Donald F. McAlpine, David X. Soto, Linda Y. Rutledge, Tyler J. Wheeldon, Bradley N. White, James P. Goltz, Joseph Kennedy


A free-ranging canid killed near Caraquet, New Brunswick, Canada, in 2012 exhibited a mitochondrial DNA sequence of Gray Wolf (Canis lupus) origin and a Y-chromosome haplotype of Eastern Wolf (C. lycaon) origin. The animal, which is the first wolf recorded in New Brunswick since 1862, was identified as a Gray–Eastern Wolf hybrid (C. lupus x C. lycaon) based on analysis of its autosomal microsatellite genotype.
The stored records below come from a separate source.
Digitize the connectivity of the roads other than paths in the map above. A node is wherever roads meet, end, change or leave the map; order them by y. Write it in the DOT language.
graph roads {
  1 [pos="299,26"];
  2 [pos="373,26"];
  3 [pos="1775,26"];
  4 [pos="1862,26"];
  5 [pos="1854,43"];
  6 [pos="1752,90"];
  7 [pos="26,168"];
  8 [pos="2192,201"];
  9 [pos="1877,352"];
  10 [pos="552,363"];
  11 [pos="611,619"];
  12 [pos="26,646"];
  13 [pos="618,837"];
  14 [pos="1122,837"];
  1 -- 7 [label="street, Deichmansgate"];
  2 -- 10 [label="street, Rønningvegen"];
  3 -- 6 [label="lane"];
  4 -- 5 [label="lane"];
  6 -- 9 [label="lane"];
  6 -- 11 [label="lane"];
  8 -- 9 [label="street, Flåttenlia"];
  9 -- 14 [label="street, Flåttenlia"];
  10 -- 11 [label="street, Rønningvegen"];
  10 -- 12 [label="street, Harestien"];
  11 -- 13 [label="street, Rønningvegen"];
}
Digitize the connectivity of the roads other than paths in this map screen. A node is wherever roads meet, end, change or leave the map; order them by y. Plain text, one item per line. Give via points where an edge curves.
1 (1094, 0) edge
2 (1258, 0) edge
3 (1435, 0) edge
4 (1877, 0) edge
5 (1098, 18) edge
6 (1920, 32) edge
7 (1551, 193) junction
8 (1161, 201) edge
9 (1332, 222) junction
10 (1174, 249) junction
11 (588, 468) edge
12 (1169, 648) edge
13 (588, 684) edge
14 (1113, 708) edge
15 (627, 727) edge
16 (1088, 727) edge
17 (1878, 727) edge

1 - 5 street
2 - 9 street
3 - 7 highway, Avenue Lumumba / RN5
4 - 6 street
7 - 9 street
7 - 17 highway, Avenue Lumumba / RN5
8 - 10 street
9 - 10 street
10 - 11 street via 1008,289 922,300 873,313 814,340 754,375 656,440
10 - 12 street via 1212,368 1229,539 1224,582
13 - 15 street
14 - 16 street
Stable carbon isotope values (δ13C) suggest that the Caraquet wolf was of wild origin. Likewise, δ13C analysis suggests that a wolf–coyote hybrid killed in Quebec south of the St. Lawrence River in 2002 was also of wild origin. However, δ13C values for a wolf from the same region in 2006 suggest that this animal spent most of its life feeding predominantly on non-wild-source food items. Recent occurrences of wild-origin animals south of the St. Lawrence River demonstrate that wolves are capable of dispersal to formerly occupied areas in southeastern Canada and the United States. However, limited natural dispersal alone will likely not be sufficient to re-establish wolves in northeastern North America.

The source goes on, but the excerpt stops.